(RAW DATA)
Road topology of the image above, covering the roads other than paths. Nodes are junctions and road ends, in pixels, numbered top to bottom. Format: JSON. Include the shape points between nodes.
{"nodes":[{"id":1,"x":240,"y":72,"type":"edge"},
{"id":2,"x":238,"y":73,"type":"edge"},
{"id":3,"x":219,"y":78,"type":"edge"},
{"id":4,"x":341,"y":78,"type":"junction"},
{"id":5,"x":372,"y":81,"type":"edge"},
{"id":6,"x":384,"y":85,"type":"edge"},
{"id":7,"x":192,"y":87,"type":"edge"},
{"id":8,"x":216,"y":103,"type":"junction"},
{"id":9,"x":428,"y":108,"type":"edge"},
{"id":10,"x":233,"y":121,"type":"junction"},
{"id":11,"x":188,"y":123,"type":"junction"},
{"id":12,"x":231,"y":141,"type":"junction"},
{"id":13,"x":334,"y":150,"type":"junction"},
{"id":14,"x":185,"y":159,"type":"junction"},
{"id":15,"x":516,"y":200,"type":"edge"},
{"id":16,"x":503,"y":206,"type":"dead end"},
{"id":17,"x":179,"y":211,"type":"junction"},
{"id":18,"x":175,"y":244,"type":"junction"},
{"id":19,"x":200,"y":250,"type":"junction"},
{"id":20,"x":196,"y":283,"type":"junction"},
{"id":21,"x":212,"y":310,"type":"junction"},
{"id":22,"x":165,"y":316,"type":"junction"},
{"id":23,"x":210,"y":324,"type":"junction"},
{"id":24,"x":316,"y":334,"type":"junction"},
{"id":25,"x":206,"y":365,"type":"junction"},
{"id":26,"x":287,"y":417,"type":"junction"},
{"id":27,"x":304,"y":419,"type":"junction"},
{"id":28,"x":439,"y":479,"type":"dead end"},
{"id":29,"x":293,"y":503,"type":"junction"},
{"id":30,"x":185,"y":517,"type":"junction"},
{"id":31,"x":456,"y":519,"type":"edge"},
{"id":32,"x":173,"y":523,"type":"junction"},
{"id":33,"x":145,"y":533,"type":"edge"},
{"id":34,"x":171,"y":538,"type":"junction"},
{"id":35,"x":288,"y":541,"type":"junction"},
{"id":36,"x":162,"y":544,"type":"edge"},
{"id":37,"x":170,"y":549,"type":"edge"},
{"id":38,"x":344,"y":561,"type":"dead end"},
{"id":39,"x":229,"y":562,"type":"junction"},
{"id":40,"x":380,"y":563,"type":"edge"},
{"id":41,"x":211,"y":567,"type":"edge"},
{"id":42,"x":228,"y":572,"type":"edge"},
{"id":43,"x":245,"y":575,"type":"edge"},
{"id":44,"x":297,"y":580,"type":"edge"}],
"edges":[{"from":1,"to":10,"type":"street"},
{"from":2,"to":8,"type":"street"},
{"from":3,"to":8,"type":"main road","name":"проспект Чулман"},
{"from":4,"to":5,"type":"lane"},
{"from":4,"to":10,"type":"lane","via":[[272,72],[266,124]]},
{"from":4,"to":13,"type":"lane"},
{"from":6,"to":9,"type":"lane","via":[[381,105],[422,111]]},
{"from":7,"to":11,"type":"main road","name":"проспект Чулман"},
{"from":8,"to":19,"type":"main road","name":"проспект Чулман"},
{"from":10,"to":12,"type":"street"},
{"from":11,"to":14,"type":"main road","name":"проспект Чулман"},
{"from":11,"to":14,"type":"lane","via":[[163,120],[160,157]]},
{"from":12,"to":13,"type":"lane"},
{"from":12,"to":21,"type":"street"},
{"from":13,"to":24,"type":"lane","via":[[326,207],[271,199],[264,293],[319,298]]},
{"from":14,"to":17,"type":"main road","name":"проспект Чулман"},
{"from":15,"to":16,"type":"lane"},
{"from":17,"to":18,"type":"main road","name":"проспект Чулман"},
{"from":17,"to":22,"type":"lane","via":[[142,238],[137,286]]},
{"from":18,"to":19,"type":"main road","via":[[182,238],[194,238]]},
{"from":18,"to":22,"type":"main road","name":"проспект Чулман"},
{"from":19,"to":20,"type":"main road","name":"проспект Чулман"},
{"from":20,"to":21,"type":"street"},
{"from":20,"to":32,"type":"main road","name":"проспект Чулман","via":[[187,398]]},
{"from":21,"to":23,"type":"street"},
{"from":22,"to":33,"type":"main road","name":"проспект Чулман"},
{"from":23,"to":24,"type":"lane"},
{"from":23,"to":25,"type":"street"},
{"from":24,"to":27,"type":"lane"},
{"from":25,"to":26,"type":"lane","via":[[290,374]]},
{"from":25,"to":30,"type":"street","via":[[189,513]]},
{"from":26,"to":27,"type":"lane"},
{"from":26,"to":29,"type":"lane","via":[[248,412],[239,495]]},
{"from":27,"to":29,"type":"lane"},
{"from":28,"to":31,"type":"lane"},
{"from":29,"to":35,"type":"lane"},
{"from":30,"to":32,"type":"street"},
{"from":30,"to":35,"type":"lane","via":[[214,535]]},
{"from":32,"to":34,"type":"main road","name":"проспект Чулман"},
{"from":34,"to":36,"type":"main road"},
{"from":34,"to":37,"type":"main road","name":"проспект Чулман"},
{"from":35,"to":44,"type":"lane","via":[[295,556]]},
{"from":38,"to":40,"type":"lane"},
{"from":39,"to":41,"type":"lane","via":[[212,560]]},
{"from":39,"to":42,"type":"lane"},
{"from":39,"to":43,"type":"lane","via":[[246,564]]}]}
(End RAW DATA)
▸ **TO DO**: Output every line from the records, exactly as written.

▸ **YOUR SOLUTION**:
Road topology of the image above, covering the roads other than paths. Nodes are junctions and road ends, in pixels, numbered top to bottom. Format: JSON. Include the shape points between nodes.
{"nodes":[{"id":1,"x":240,"y":72,"type":"edge"},
{"id":2,"x":238,"y":73,"type":"edge"},
{"id":3,"x":219,"y":78,"type":"edge"},
{"id":4,"x":341,"y":78,"type":"junction"},
{"id":5,"x":372,"y":81,"type":"edge"},
{"id":6,"x":384,"y":85,"type":"edge"},
{"id":7,"x":192,"y":87,"type":"edge"},
{"id":8,"x":216,"y":103,"type":"junction"},
{"id":9,"x":428,"y":108,"type":"edge"},
{"id":10,"x":233,"y":121,"type":"junction"},
{"id":11,"x":188,"y":123,"type":"junction"},
{"id":12,"x":231,"y":141,"type":"junction"},
{"id":13,"x":334,"y":150,"type":"junction"},
{"id":14,"x":185,"y":159,"type":"junction"},
{"id":15,"x":516,"y":200,"type":"edge"},
{"id":16,"x":503,"y":206,"type":"dead end"},
{"id":17,"x":179,"y":211,"type":"junction"},
{"id":18,"x":175,"y":244,"type":"junction"},
{"id":19,"x":200,"y":250,"type":"junction"},
{"id":20,"x":196,"y":283,"type":"junction"},
{"id":21,"x":212,"y":310,"type":"junction"},
{"id":22,"x":165,"y":316,"type":"junction"},
{"id":23,"x":210,"y":324,"type":"junction"},
{"id":24,"x":316,"y":334,"type":"junction"},
{"id":25,"x":206,"y":365,"type":"junction"},
{"id":26,"x":287,"y":417,"type":"junction"},
{"id":27,"x":304,"y":419,"type":"junction"},
{"id":28,"x":439,"y":479,"type":"dead end"},
{"id":29,"x":293,"y":503,"type":"junction"},
{"id":30,"x":185,"y":517,"type":"junction"},
{"id":31,"x":456,"y":519,"type":"edge"},
{"id":32,"x":173,"y":523,"type":"junction"},
{"id":33,"x":145,"y":533,"type":"edge"},
{"id":34,"x":171,"y":538,"type":"junction"},
{"id":35,"x":288,"y":541,"type":"junction"},
{"id":36,"x":162,"y":544,"type":"edge"},
{"id":37,"x":170,"y":549,"type":"edge"},
{"id":38,"x":344,"y":561,"type":"dead end"},
{"id":39,"x":229,"y":562,"type":"junction"},
{"id":40,"x":380,"y":563,"type":"edge"},
{"id":41,"x":211,"y":567,"type":"edge"},
{"id":42,"x":228,"y":572,"type":"edge"},
{"id":43,"x":245,"y":575,"type":"edge"},
{"id":44,"x":297,"y":580,"type":"edge"}],
"edges":[{"from":1,"to":10,"type":"street"},
{"from":2,"to":8,"type":"street"},
{"from":3,"to":8,"type":"main road","name":"проспект Чулман"},
{"from":4,"to":5,"type":"lane"},
{"from":4,"to":10,"type":"lane","via":[[272,72],[266,124]]},
{"from":4,"to":13,"type":"lane"},
{"from":6,"to":9,"type":"lane","via":[[381,105],[422,111]]},
{"from":7,"to":11,"type":"main road","name":"проспект Чулман"},
{"from":8,"to":19,"type":"main road","name":"проспект Чулман"},
{"from":10,"to":12,"type":"street"},
{"from":11,"to":14,"type":"main road","name":"проспект Чулман"},
{"from":11,"to":14,"type":"lane","via":[[163,120],[160,157]]},
{"from":12,"to":13,"type":"lane"},
{"from":12,"to":21,"type":"street"},
{"from":13,"to":24,"type":"lane","via":[[326,207],[271,199],[264,293],[319,298]]},
{"from":14,"to":17,"type":"main road","name":"проспект Чулман"},
{"from":15,"to":16,"type":"lane"},
{"from":17,"to":18,"type":"main road","name":"проспект Чулман"},
{"from":17,"to":22,"type":"lane","via":[[142,238],[137,286]]},
{"from":18,"to":19,"type":"main road","via":[[182,238],[194,238]]},
{"from":18,"to":22,"type":"main road","name":"проспект Чулман"},
{"from":19,"to":20,"type":"main road","name":"проспект Чулман"},
{"from":20,"to":21,"type":"street"},
{"from":20,"to":32,"type":"main road","name":"проспект Чулман","via":[[187,398]]},
{"from":21,"to":23,"type":"street"},
{"from":22,"to":33,"type":"main road","name":"проспект Чулман"},
{"from":23,"to":24,"type":"lane"},
{"from":23,"to":25,"type":"street"},
{"from":24,"to":27,"type":"lane"},
{"from":25,"to":26,"type":"lane","via":[[290,374]]},
{"from":25,"to":30,"type":"street","via":[[189,513]]},
{"from":26,"to":27,"type":"lane"},
{"from":26,"to":29,"type":"lane","via":[[248,412],[239,495]]},
{"from":27,"to":29,"type":"lane"},
{"from":28,"to":31,"type":"lane"},
{"from":29,"to":35,"type":"lane"},
{"from":30,"to":32,"type":"street"},
{"from":30,"to":35,"type":"lane","via":[[214,535]]},
{"from":32,"to":34,"type":"main road","name":"проспект Чулман"},
{"from":34,"to":36,"type":"main road"},
{"from":34,"to":37,"type":"main road","name":"проспект Чулман"},
{"from":35,"to":44,"type":"lane","via":[[295,556]]},
{"from":38,"to":40,"type":"lane"},
{"from":39,"to":41,"type":"lane","via":[[212,560]]},
{"from":39,"to":42,"type":"lane"},
{"from":39,"to":43,"type":"lane","via":[[246,564]]}]}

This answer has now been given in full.